● WHAT THE TASK REQUIRES
Look for "white" in each line of the records, and copy the lines that have it.

Segment Start: GIVEN ENTRIES

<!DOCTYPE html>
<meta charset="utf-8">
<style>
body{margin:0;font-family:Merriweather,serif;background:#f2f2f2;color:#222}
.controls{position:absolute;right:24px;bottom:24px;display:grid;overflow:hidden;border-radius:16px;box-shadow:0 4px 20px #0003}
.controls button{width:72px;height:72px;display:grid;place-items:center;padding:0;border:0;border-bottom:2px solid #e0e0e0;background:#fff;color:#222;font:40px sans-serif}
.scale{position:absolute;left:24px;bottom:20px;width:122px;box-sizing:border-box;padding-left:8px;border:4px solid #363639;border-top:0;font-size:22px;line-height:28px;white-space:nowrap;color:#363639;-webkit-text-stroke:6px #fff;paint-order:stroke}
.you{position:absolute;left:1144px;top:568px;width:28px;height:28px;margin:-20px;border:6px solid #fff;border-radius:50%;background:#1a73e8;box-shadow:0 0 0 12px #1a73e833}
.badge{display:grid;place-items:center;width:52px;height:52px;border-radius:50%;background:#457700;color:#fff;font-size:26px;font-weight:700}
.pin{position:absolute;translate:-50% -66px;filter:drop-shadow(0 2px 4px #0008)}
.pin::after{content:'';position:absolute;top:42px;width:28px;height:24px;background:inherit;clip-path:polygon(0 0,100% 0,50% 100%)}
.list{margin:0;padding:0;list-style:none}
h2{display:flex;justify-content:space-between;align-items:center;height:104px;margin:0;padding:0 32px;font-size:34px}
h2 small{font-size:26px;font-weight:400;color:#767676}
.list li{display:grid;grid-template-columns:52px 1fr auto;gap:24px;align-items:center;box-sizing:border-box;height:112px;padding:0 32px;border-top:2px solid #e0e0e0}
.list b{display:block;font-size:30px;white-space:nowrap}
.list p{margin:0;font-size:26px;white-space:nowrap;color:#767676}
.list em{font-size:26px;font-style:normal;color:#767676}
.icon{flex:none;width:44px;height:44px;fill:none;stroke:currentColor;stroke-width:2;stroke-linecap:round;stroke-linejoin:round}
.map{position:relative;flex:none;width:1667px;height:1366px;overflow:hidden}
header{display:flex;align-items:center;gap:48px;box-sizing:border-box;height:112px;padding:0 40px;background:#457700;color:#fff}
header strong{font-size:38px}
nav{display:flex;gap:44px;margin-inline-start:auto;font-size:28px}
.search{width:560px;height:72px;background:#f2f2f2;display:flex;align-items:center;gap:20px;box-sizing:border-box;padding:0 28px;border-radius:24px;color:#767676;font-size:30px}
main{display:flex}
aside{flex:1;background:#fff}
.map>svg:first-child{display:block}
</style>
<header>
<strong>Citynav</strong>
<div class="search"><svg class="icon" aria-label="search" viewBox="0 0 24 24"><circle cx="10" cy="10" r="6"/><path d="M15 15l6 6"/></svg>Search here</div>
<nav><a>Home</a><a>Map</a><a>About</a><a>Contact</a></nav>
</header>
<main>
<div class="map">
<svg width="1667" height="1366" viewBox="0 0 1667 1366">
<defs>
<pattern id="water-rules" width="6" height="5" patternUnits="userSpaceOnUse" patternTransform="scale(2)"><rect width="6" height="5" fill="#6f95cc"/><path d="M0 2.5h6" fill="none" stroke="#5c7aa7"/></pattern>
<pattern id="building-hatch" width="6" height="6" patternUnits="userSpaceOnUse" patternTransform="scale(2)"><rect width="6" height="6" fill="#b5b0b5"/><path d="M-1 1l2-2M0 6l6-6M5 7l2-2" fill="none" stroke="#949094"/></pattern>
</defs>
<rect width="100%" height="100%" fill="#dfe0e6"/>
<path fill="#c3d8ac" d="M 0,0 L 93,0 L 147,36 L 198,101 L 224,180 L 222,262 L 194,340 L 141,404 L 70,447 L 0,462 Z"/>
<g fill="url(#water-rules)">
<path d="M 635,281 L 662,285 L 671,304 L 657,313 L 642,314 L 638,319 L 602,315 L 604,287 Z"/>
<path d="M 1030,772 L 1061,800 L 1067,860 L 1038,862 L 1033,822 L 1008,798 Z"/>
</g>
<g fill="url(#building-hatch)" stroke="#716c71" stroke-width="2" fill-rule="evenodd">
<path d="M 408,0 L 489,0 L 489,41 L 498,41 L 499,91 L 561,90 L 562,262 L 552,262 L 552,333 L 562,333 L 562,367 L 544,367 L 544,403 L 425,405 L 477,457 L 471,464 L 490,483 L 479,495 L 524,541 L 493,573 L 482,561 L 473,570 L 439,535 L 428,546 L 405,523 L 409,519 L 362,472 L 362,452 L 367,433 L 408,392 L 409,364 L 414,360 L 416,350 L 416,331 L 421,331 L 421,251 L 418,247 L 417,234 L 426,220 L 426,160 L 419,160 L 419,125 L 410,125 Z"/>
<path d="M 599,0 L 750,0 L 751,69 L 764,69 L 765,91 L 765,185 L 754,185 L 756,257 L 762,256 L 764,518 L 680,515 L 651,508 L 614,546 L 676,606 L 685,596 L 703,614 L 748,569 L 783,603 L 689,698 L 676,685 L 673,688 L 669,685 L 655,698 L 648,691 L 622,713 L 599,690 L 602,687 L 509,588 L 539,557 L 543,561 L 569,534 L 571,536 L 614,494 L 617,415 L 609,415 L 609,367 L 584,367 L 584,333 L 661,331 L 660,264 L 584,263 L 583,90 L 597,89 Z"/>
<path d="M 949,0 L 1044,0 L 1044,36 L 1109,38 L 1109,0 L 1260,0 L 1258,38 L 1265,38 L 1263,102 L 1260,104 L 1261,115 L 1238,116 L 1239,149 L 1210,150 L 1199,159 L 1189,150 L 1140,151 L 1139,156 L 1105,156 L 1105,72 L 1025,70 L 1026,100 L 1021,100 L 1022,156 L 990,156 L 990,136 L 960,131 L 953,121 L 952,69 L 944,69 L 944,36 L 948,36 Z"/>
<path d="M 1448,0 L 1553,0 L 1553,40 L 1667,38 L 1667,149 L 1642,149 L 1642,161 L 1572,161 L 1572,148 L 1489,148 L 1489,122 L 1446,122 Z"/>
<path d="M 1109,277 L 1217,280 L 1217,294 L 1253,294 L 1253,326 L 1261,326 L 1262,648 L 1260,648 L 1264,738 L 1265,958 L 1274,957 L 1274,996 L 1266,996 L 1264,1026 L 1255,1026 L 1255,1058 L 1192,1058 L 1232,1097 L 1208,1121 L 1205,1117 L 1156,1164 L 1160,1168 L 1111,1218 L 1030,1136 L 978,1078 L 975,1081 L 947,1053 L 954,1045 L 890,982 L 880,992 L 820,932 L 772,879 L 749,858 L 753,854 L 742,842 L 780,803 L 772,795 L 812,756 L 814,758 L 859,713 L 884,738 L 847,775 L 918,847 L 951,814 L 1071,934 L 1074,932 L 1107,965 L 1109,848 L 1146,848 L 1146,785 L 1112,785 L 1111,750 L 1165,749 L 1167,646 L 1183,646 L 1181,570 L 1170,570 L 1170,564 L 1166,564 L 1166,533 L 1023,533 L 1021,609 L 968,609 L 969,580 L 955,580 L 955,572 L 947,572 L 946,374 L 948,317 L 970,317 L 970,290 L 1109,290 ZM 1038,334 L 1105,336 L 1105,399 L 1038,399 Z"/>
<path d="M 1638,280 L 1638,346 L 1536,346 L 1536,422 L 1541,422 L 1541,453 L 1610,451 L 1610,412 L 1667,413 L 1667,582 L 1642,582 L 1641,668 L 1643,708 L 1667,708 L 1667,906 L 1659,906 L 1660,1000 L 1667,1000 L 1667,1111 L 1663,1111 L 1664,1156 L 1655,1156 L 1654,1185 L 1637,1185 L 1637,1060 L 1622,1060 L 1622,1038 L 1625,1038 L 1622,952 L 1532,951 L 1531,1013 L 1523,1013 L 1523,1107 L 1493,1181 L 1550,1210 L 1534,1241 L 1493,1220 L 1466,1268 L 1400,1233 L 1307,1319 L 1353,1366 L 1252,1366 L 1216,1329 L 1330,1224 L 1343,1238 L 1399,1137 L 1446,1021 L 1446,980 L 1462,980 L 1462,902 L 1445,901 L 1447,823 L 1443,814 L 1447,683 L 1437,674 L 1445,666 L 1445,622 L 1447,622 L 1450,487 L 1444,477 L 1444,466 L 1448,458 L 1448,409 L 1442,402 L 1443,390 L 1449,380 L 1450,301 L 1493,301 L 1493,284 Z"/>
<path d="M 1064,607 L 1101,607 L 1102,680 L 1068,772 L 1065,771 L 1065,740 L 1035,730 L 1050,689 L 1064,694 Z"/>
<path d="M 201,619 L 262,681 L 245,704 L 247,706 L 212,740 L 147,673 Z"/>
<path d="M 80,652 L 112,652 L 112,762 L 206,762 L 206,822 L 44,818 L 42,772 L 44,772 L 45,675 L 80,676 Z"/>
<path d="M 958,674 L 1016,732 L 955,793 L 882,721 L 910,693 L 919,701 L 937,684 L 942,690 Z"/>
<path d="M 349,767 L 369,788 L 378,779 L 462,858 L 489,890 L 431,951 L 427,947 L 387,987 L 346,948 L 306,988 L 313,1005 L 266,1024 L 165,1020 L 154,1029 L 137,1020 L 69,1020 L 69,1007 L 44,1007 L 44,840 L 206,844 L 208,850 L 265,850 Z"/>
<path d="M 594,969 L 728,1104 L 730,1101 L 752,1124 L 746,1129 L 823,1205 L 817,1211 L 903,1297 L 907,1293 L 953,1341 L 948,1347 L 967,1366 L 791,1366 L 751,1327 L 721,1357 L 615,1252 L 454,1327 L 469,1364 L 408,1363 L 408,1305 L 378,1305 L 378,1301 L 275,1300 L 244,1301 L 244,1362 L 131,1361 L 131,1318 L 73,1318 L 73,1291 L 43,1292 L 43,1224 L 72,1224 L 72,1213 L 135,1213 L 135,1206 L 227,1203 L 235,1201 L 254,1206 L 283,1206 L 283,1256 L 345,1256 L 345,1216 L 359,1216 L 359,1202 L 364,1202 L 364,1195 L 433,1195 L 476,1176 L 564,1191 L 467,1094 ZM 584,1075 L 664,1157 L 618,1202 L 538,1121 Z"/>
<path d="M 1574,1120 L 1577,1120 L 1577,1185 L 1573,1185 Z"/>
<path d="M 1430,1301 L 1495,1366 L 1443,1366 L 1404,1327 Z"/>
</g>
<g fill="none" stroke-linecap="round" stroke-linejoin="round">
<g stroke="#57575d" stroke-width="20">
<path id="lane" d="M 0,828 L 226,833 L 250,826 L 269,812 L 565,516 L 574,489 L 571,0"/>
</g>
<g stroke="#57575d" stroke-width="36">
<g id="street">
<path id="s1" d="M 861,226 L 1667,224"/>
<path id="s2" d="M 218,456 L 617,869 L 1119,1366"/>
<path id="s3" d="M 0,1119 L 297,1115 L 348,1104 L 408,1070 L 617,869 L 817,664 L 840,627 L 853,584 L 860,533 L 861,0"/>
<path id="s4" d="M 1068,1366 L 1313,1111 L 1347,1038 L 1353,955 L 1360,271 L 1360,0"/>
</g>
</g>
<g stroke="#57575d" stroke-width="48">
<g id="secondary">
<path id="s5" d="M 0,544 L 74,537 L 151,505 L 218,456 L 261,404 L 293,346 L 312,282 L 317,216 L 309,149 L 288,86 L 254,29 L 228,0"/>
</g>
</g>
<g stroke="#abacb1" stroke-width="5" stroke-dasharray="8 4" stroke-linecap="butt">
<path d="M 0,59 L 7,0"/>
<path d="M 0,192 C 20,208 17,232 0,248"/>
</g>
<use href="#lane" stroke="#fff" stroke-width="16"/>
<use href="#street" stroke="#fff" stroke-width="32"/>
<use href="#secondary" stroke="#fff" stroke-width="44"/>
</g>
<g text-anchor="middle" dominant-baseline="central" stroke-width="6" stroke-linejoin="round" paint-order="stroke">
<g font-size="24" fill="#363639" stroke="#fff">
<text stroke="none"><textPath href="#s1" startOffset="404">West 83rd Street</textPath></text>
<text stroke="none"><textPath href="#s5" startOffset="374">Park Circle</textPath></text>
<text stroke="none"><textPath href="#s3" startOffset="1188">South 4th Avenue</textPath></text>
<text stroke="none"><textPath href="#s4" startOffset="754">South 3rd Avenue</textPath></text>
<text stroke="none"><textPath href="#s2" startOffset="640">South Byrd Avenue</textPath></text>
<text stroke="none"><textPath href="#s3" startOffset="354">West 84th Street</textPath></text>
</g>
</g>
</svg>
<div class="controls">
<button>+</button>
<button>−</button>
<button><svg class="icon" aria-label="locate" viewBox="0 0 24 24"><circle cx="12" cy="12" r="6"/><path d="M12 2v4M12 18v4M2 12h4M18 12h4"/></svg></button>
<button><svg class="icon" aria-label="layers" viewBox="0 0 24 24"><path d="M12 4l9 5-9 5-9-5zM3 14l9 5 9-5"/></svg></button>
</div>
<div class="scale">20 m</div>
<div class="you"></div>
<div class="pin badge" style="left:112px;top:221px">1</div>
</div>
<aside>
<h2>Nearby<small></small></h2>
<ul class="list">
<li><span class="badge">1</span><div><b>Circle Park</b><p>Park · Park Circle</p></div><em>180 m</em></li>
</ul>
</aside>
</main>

Segment End: GIVEN ENTRIES

● EXERCISE ANSWER
.scale{position:absolute;left:24px;bottom:20px;width:122px;box-sizing:border-box;padding-left:8px;border:4px solid #363639;border-top:0;font-size:22px;line-height:28px;white-space:nowrap;color:#363639;-webkit-text-stroke:6px #fff;paint-order:stroke}
.list b{display:block;font-size:30px;white-space:nowrap}
.list p{margin:0;font-size:26px;white-space:nowrap;color:#767676}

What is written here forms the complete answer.